[The Bottom Line:] Perhaps the best thing that a WYSIWYG HTML editor can do for anyone is allow you to conceptualize: to rapidly try different designs and to simplify the creation of complex pages that include tables and frames. In this PageMill is a true champ. Despite the fact that you can edit the HTML directly now, I found that PageMill sometimes needs a backup application to clean up the HTML before it is put online. I guess I'm just a little peeved that it won't let me do things my way.
HTML up to date (most of HTML 3.2 implemented). Excellent page layout tool. Great and up to date frame and table tools. The Pasteboard allows you to keep everything in one place and ready to drop in to your pages.
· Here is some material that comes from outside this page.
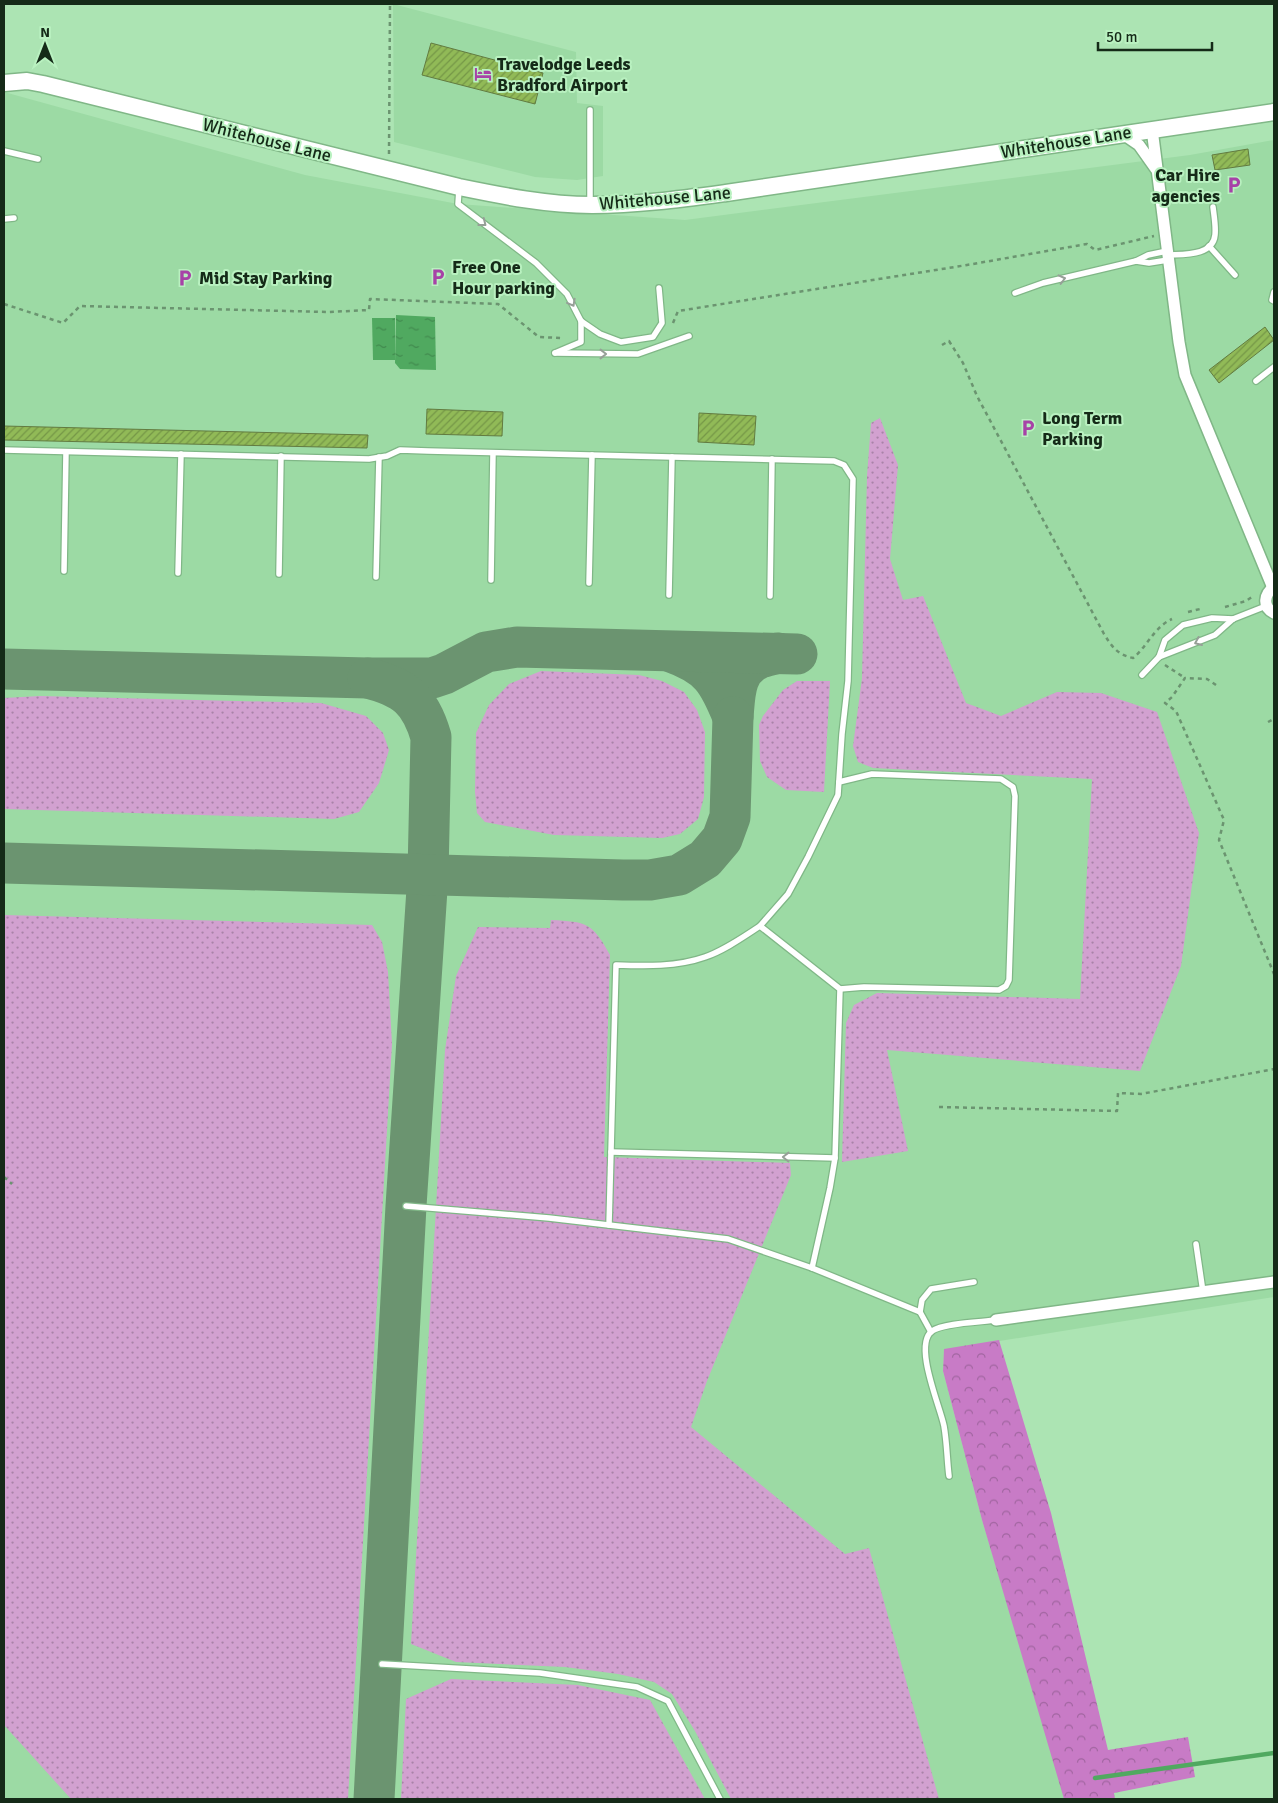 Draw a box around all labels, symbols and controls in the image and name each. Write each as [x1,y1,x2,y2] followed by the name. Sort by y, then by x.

You have to accept HTML done the PageMill way or clean up your pages in another editor.
Adobe PageMill 2.0
Processor: PowerPC & 68K
Memory Needs: 4MB
Hard Drive Space: 10MB
Publisher: Adobe Software
by: Brett Gross (firstname.lastname@example.org)
It's interesting to note that I was just beginning the process of rewriting my personal web pages when the chance to review Adobe PageMill 2.0 came my way. I immediately accepted the assignment, quit BBEdit, and installed PageMill 2.0 over my old copy of 1.0 which was collecting dust on an external hard drive.
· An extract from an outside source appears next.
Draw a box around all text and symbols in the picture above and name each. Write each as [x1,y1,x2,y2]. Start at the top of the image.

I really didn't know what to expect from PageMill 2.0. PageMill 1.0 disappointed me and mangled my custom HTML tags for NetCloak. I ended up relegating it to a teaching aid so that novices could make passable HTML without my supervision. But, if all reports are to be believed, 2.0 would deserve a chance so I was determined to give it one. I will, however, be constantly comparing it to BBEdit because for most of you (and for me) it's theHTML editor of choice.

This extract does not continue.